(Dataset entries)
▶
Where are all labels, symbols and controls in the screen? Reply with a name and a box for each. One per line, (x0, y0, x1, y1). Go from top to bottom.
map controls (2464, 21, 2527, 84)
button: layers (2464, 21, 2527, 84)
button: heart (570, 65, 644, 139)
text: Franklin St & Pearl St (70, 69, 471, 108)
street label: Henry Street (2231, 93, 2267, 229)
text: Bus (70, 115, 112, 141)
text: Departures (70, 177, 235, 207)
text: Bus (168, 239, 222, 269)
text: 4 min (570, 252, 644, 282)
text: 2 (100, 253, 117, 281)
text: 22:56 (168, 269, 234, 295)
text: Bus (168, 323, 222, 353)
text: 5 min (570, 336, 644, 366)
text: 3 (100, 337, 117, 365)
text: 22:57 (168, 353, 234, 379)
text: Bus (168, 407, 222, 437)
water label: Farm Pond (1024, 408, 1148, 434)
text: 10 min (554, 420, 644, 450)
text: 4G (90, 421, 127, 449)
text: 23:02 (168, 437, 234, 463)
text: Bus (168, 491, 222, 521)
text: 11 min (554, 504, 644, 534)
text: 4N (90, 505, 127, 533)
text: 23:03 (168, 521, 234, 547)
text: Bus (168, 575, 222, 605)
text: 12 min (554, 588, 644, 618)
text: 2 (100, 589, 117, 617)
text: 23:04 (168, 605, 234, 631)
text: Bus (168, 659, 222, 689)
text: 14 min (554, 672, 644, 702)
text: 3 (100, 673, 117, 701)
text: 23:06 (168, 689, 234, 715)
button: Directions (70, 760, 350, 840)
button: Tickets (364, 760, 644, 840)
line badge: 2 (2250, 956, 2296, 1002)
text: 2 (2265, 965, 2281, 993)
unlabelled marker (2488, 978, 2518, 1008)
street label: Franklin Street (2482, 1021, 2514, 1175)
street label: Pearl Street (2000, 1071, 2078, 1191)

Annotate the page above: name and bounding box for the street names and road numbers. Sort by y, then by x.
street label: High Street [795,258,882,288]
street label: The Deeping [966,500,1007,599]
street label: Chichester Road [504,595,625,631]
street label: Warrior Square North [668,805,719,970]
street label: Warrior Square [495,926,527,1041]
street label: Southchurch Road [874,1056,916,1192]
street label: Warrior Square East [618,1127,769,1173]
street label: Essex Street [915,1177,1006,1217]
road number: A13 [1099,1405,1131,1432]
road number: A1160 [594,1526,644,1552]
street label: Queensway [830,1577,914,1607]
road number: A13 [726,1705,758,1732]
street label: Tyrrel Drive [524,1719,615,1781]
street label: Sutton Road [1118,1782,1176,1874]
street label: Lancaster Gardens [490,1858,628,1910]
◀
# Directions for this task:
Output every entry exactly as it appears.

# Response box:
Where are all labels, symbols and controls in the screen? Reply with a name and a box for each. One per line, (x0, y0, x1, y1). Go from top to bottom.
map controls (2464, 21, 2527, 84)
button: layers (2464, 21, 2527, 84)
button: heart (570, 65, 644, 139)
text: Franklin St & Pearl St (70, 69, 471, 108)
street label: Henry Street (2231, 93, 2267, 229)
text: Bus (70, 115, 112, 141)
text: Departures (70, 177, 235, 207)
text: Bus (168, 239, 222, 269)
text: 4 min (570, 252, 644, 282)
text: 2 (100, 253, 117, 281)
text: 22:56 (168, 269, 234, 295)
text: Bus (168, 323, 222, 353)
text: 5 min (570, 336, 644, 366)
text: 3 (100, 337, 117, 365)
text: 22:57 (168, 353, 234, 379)
text: Bus (168, 407, 222, 437)
water label: Farm Pond (1024, 408, 1148, 434)
text: 10 min (554, 420, 644, 450)
text: 4G (90, 421, 127, 449)
text: 23:02 (168, 437, 234, 463)
text: Bus (168, 491, 222, 521)
text: 11 min (554, 504, 644, 534)
text: 4N (90, 505, 127, 533)
text: 23:03 (168, 521, 234, 547)
text: Bus (168, 575, 222, 605)
text: 12 min (554, 588, 644, 618)
text: 2 (100, 589, 117, 617)
text: 23:04 (168, 605, 234, 631)
text: Bus (168, 659, 222, 689)
text: 14 min (554, 672, 644, 702)
text: 3 (100, 673, 117, 701)
text: 23:06 (168, 689, 234, 715)
button: Directions (70, 760, 350, 840)
button: Tickets (364, 760, 644, 840)
line badge: 2 (2250, 956, 2296, 1002)
text: 2 (2265, 965, 2281, 993)
unlabelled marker (2488, 978, 2518, 1008)
street label: Franklin Street (2482, 1021, 2514, 1175)
street label: Pearl Street (2000, 1071, 2078, 1191)

Annotate the page above: name and bounding box for the street names and road numbers. Sort by y, then by x.
street label: High Street [795,258,882,288]
street label: The Deeping [966,500,1007,599]
street label: Chichester Road [504,595,625,631]
street label: Warrior Square North [668,805,719,970]
street label: Warrior Square [495,926,527,1041]
street label: Southchurch Road [874,1056,916,1192]
street label: Warrior Square East [618,1127,769,1173]
street label: Essex Street [915,1177,1006,1217]
road number: A13 [1099,1405,1131,1432]
road number: A1160 [594,1526,644,1552]
street label: Queensway [830,1577,914,1607]
road number: A13 [726,1705,758,1732]
street label: Tyrrel Drive [524,1719,615,1781]
street label: Sutton Road [1118,1782,1176,1874]
street label: Lancaster Gardens [490,1858,628,1910]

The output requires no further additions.